After Square issued weak guidance in Q4, all eyes were on the payments company to see what kind of growth it really had in Q1. Results reported today underscored some of the challenges the company is facing.
Square’s adjusted revenues were $489 million, up 59% year-on-year, with adjusted earnings per share of $0.11. Both figures beat analysts’ estimates. The company had been expected to report earnings per share of $0.08 and revenues of $479.63 million, respectively up 33.3% and 56.2% on a year ago.
But on the other hand, the figures were also a signal of a continued slowdown: in the last quarter, Square’s revenues of $464 million represented a rise of 64%. It also posted a widening net loss of $38 million, versus $28 million last quarter and $24 million a year ago. (It noted that its “mark-to-market valuation of our Eventbrite investment” accounted for $14 million of that loss.) And gross payment volume of $22.6 billion was up 27% on last year, but it was a decline on the previous quarter.
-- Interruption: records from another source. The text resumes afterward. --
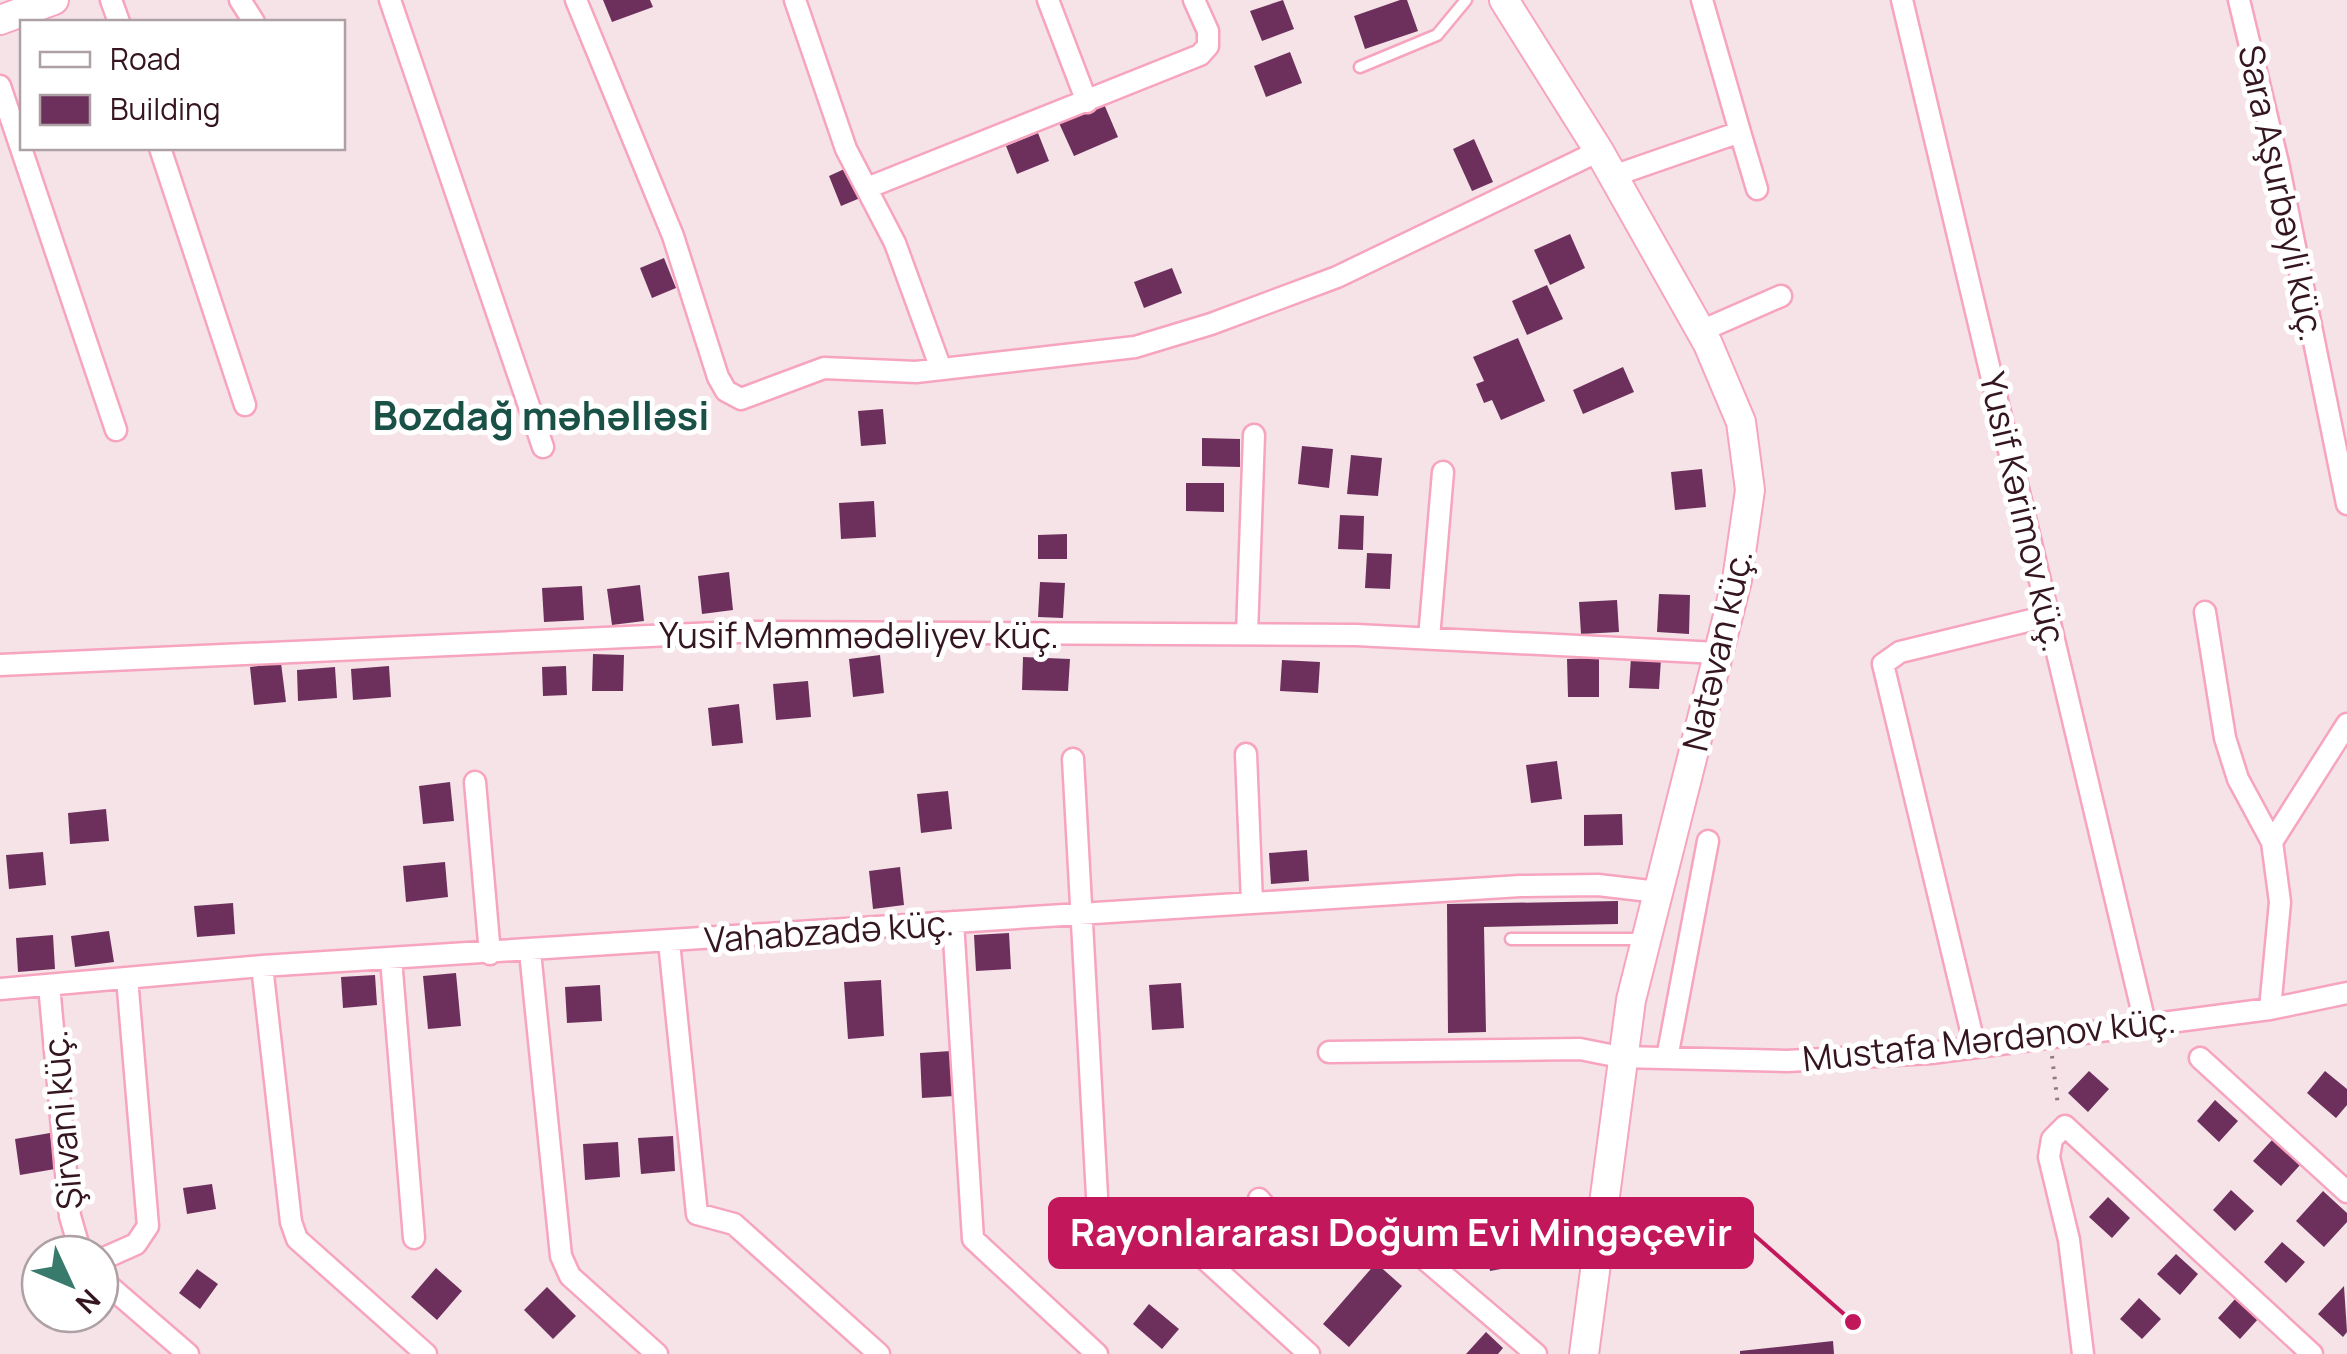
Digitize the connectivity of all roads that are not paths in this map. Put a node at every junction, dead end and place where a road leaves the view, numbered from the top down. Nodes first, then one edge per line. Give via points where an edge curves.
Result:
1 (54, 0) edge
2 (390, 0) edge
3 (576, 0) edge
4 (795, 0) edge
5 (1048, 0) edge
6 (1194, 0) edge
7 (1466, 0) edge
8 (1504, 0) edge
9 (1702, 0) edge
10 (1902, 0) edge
11 (2239, 0) edge
12 (0, 20) edge
13 (1360, 67) dead end
14 (0, 86) edge
15 (1087, 102) junction
16 (1740, 132) junction
17 (20, 145) edge
18 (22, 150) edge
19 (161, 150) edge
20 (1599, 151) junction
21 (1613, 176) junction
22 (866, 188) junction
23 (1756, 188) dead end
24 (1782, 296) dead end
25 (1701, 331) junction
26 (942, 369) junction
27 (244, 405) dead end
28 (116, 430) dead end
29 (1254, 435) dead end
30 (543, 447) dead end
31 (1444, 472) dead end
32 (2347, 504) edge
33 (2204, 612) dead end
34 (2048, 616) junction
35 (1248, 634) junction
36 (1430, 638) junction
37 (1718, 653) junction
38 (0, 665) edge
39 (2347, 724) edge
40 (1246, 754) dead end
41 (1074, 759) dead end
42 (476, 782) dead end
43 (1708, 841) dead end
44 (2272, 842) junction
45 (1658, 892) junction
46 (1252, 903) junction
47 (1082, 914) junction
48 (952, 922) junction
49 (1511, 939) dead end
50 (1646, 939) junction
51 (670, 942) junction
52 (530, 952) junction
53 (490, 954) junction
54 (391, 959) junction
55 (262, 966) junction
56 (127, 978) junction
57 (49, 984) junction
58 (0, 989) edge
59 (2347, 993) edge
60 (2270, 1009) junction
61 (2145, 1023) junction
62 (1974, 1047) junction
63 (1329, 1052) dead end
64 (1620, 1057) junction
65 (1667, 1058) junction
66 (2200, 1058) dead end
67 (2347, 1192) edge
68 (1097, 1196) dead end
69 (1259, 1199) dead end
70 (1173, 1230) dead end
71 (75, 1234) edge
72 (414, 1238) dead end
73 (120, 1251) edge
74 (120, 1295) edge
75 (188, 1354) edge
76 (426, 1354) edge
77 (657, 1354) edge
78 (878, 1354) edge
79 (1098, 1354) edge
80 (1308, 1354) edge
81 (1536, 1354) edge
82 (1584, 1354) edge
83 (2083, 1354) edge
84 (2312, 1354) edge

1 - 12 street
2 - 30 street
3 - 26 street via 673,236 726,391 740,399 824,368
4 - 22 street
5 - 15 street
6 - 15 street via 1208,32 1200,55
7 - 13 lane via 1437,35
8 - 20 street, Natəvan küç.
9 - 16 street
10 - 34 street, Yusif Kərimov küç.
11 - 32 street, Sara Aşurbəyli küç.
14 - 17 street
15 - 22 street
16 - 21 street
16 - 23 street
18 - 28 street
19 - 27 street
20 - 21 street, Natəvan küç.
20 - 26 street via 1336,276 1212,324 1134,347
21 - 25 street, Natəvan küç.
22 - 26 street via 895,243
24 - 25 street
25 - 37 street, Natəvan küç. via 1740,422 1750,490
29 - 35 street
31 - 36 street
33 - 44 street via 2226,738 2238,778
34 - 61 street, Yusif Kərimov küç.
34 - 62 street via 1900,652 1883,664
35 - 36 street, Yusif Məmmədəliyev küç.
35 - 38 street, Yusif Məmmədəliyev küç. via 739,632
36 - 37 street, Yusif Məmmədəliyev küç.
37 - 45 street, Natəvan küç.
39 - 44 street
40 - 46 street
41 - 47 street
42 - 53 street
43 - 65 street
44 - 60 street via 2280,902
45 - 46 street, Vahabzadə küç. via 1520,886
45 - 50 street, Natəvan küç.
46 - 47 street, Vahabzadə küç.
47 - 48 street, Vahabzadə küç.
47 - 68 street
48 - 51 street, Vahabzadə küç.
48 - 79 street via 974,1239
49 - 50 lane
50 - 64 street, Natəvan küç.
51 - 52 street, Vahabzadə küç.
51 - 78 street via 698,1214 734,1224
52 - 53 street, Vahabzadə küç.
52 - 77 street via 561,1256 570,1276
53 - 54 street, Vahabzadə küç.
54 - 55 street, Vahabzadə küç.
54 - 72 street
55 - 56 street, Vahabzadə küç.
55 - 76 street via 297,1239
56 - 57 street, Vahabzadə küç.
56 - 73 street via 148,1226 136,1244
57 - 58 street, Vahabzadə küç.
57 - 71 street, Şirvani küç.
59 - 60 street, Mustafa Mərdənov küç.
60 - 61 street, Mustafa Mərdənov küç.
61 - 62 street, Mustafa Mərdənov küç.
62 - 65 street, Mustafa Mərdənov küç. via 1787,1061
63 - 64 street, Mustafa Mərdənov küç. via 1580,1049
64 - 65 street, Mustafa Mərdənov küç.
64 - 82 street, Natəvan küç.
66 - 67 street
69 - 81 street via 1281,1215 1367,1219 1388,1227
70 - 80 street
74 - 75 street
83 - 84 street via 2069,1240 2048,1156 2064,1126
And to add to the challenges, Square’s guidance for the next quarter speaks of a continuing decline. Square said that it expects full revenues to be between $1.09 billion and $1.11 billion, with adjusted revenues of $545 million — $555 million up only 43% on a year ago. Adjusted EPS it expects to be between $0.14 and $0.16, but with an ongoing net loss. Full-year earnings were adjusted up slightly over previous guidance from the company.
Square’s stock is currently down 6.4% in after-hours trading. It currently has a market cap of some $31 billion.
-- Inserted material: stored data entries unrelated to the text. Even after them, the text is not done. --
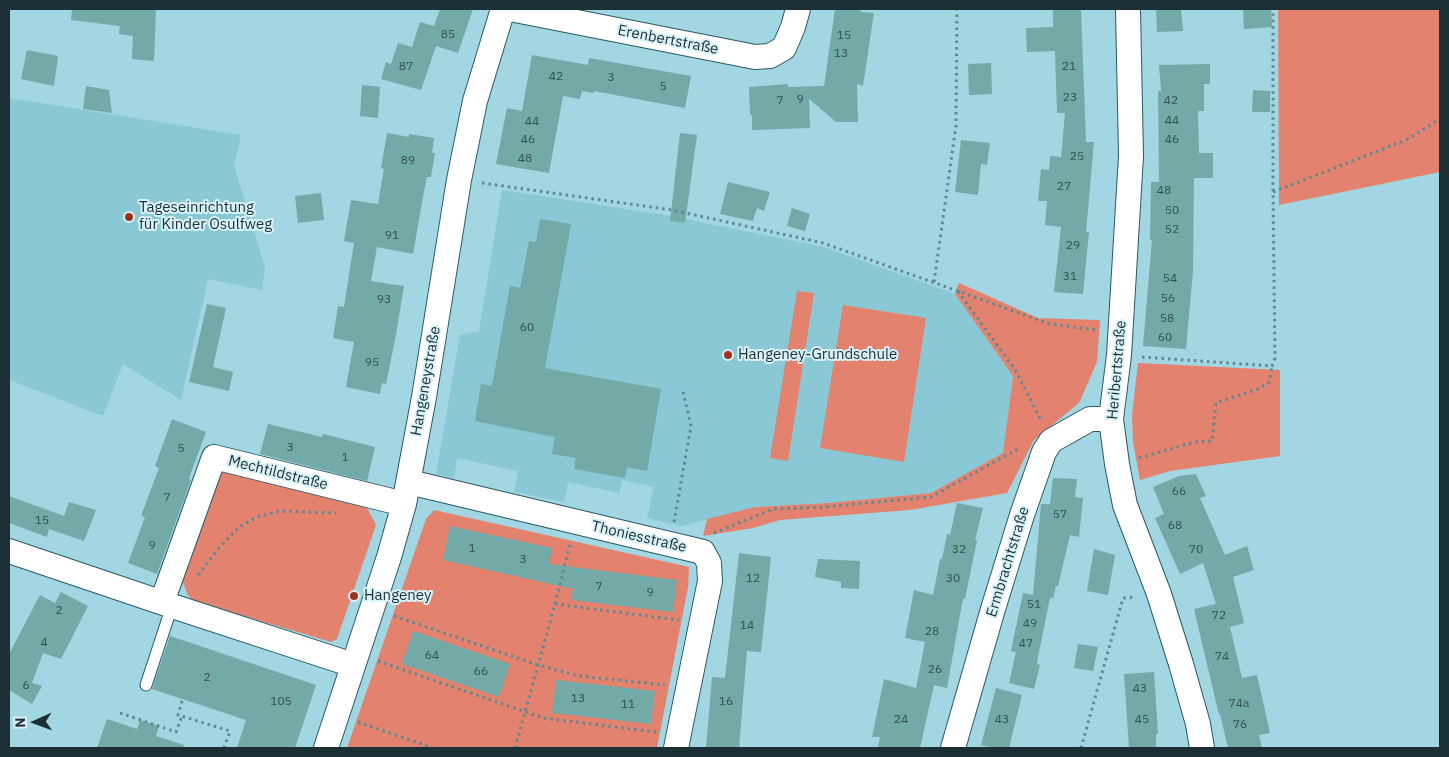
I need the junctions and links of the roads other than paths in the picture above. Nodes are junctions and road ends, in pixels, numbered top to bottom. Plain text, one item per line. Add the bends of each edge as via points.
1 (503, 9) edge
2 (510, 9) edge
3 (798, 9) edge
4 (1128, 9) edge
5 (1111, 419) junction
6 (406, 493) junction
7 (10, 554) edge
8 (167, 604) junction
9 (355, 659) junction
10 (146, 685) dead end
11 (677, 741) edge
12 (326, 748) edge
13 (954, 748) edge
14 (1202, 748) edge

1 - 6 street, Hangeneystraße via 475,101 459,180
2 - 3 street, Erenbertstraße via 755,57 770,56 784,48
4 - 5 street, Heribertstraße via 1131,156 1119,356
5 - 13 street, Ermbrachtstraße via 1090,419 1048,446 1022,516
5 - 14 street, Heribertstraße via 1126,505 1181,664
6 - 8 street, Mechtildstraße via 214,457
6 - 9 street, Hangeneystraße via 389,557
6 - 11 street, Thoniesstraße via 575,522 703,552 710,563 710,581
7 - 8 street
8 - 9 street
8 - 10 lane
9 - 12 street, Hangeneystraße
Since going public in November 2015, the company has seen strong growth and has generally beaten expectations. But Square has reported a net loss for four of the last five quarters, and so any kind of slowdown in growth poses a challenge for turning that around.
Square continued to grow business operations like Square Cash — its instant money transfer service — and its core payments business (subscription and services revenue). The latter was up 126% to $219 million, led by growth of the Square Cash app, Caviar, Square Capital and Instant Deposit for sellers. Square noted that in the first quarter of 2019, Square Capital facilitated approximately 70,000 loans worth $508 million, up 50% year over year.
But in the last quarter the company started to make some moves into one of the newer areas of fintech, cryptocurrencies, with CEO Jack Dorsey announcing that it was hiring engineers to work on open-source contributions to the crypto and bitcoin ecosystems, its first effort to do so “independent of its business objectives.”
The last quarter it also started to make more moves into pure e-commerce and for people who are not physically taking payments with its dongles. That included launching the Square Online Store to complement brick-and-mortar transactions, and the Square Invoices app, for those who are not taking payments in person.
I’ll be listening into the earnings call and will update this post with anything interesting that comes out of it.